Your instructions —
Pull out every line in the data that has the string "name" in it.

Saved data entries:
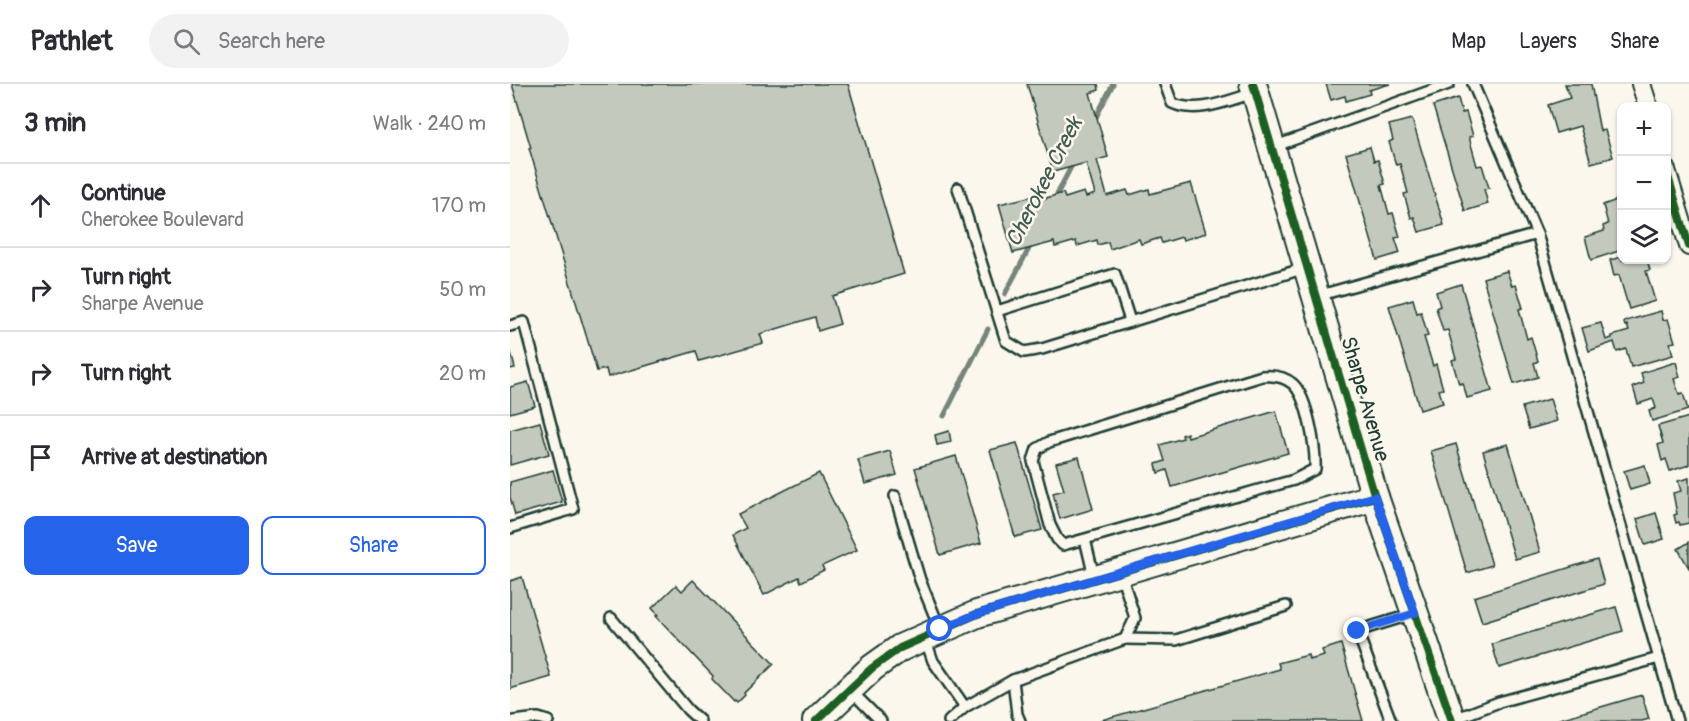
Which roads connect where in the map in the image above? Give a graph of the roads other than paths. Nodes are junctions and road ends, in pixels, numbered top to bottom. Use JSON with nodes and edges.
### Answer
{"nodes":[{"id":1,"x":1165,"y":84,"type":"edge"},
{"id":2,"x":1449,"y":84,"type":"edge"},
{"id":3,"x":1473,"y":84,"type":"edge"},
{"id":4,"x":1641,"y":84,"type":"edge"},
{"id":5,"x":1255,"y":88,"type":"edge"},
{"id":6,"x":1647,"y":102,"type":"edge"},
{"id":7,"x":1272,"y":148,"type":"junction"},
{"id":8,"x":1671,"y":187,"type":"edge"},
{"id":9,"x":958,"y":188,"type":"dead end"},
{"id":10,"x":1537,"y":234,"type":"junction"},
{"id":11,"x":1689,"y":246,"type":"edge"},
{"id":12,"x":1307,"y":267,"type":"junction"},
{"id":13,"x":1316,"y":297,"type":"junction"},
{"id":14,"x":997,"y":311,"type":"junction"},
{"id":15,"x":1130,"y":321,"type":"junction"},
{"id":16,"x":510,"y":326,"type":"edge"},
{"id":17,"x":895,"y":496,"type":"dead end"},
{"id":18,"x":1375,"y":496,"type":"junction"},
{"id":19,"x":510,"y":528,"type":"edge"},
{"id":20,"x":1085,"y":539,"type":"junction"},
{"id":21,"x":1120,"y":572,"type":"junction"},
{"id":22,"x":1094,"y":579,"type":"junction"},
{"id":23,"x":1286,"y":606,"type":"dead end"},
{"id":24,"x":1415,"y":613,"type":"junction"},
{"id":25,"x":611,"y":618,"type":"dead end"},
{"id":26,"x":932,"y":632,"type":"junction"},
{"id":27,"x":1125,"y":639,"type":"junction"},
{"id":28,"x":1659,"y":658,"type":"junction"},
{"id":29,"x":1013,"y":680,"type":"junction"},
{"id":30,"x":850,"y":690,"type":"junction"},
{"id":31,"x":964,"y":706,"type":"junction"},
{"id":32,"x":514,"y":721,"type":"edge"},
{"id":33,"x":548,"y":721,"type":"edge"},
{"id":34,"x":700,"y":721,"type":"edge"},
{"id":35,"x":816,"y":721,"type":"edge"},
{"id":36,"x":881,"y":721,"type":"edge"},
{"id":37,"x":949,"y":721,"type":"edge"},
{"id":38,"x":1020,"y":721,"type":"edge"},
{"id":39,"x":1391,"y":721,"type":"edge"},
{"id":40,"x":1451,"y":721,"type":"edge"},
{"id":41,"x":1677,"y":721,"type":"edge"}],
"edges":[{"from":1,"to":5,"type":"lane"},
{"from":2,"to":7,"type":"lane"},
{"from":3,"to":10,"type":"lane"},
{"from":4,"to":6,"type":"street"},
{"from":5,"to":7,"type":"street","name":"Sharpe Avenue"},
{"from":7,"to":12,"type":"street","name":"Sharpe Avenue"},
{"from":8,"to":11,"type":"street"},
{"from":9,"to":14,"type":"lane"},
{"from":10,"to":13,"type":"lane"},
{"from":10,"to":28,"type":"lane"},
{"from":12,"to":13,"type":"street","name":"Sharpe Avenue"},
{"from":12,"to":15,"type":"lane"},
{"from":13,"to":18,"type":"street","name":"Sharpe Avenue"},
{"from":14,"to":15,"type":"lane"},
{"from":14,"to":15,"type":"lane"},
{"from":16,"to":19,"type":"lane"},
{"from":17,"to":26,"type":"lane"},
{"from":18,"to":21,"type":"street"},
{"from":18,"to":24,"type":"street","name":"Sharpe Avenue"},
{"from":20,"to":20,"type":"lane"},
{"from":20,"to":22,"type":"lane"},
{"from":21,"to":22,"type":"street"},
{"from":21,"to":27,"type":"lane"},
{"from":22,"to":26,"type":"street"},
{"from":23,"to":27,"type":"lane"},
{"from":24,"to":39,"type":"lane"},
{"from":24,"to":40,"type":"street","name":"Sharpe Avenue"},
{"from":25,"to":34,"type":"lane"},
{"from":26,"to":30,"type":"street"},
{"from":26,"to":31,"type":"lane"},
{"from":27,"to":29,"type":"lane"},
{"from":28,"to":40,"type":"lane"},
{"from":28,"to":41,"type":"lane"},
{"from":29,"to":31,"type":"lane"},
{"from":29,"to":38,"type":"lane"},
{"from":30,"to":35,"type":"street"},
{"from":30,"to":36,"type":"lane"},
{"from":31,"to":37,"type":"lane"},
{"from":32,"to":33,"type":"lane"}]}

Task output —
{"from":5,"to":7,"type":"street","name":"Sharpe Avenue"},
{"from":7,"to":12,"type":"street","name":"Sharpe Avenue"},
{"from":12,"to":13,"type":"street","name":"Sharpe Avenue"},
{"from":13,"to":18,"type":"street","name":"Sharpe Avenue"},
{"from":18,"to":24,"type":"street","name":"Sharpe Avenue"},
{"from":24,"to":40,"type":"street","name":"Sharpe Avenue"},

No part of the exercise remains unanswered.